## Task input
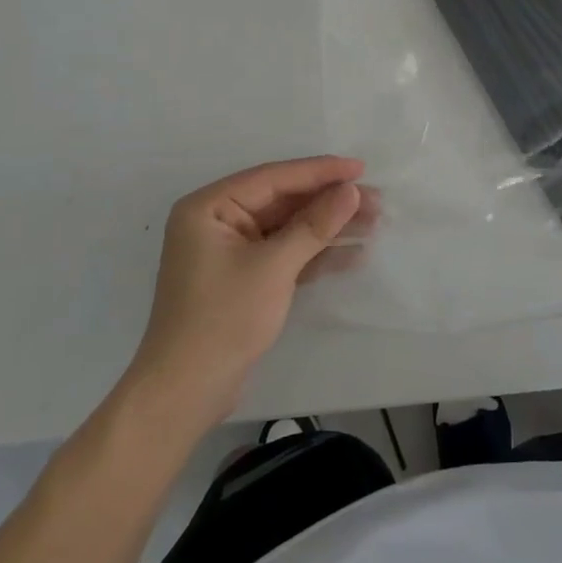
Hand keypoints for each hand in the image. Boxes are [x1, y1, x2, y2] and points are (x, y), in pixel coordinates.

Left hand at [129, 156, 375, 423]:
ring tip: (374, 223)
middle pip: (284, 201)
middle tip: (377, 200)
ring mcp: (232, 251)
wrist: (184, 395)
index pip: (274, 177)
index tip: (360, 168)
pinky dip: (316, 253)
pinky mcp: (245, 278)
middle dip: (330, 202)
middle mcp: (219, 221)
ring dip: (329, 227)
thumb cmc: (223, 319)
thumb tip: (352, 190)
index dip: (320, 171)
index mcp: (210, 207)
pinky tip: (354, 253)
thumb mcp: (273, 267)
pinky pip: (286, 253)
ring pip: (289, 227)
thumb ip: (314, 225)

## Your instructions
Wherever the string "thumb" shows up in the material, copy the line that holds it.

## Answer to this problem
thumb cmc: (223, 319)
thumb tip: (352, 190)
thumb mcp: (273, 267)
thumb ip: (314, 225)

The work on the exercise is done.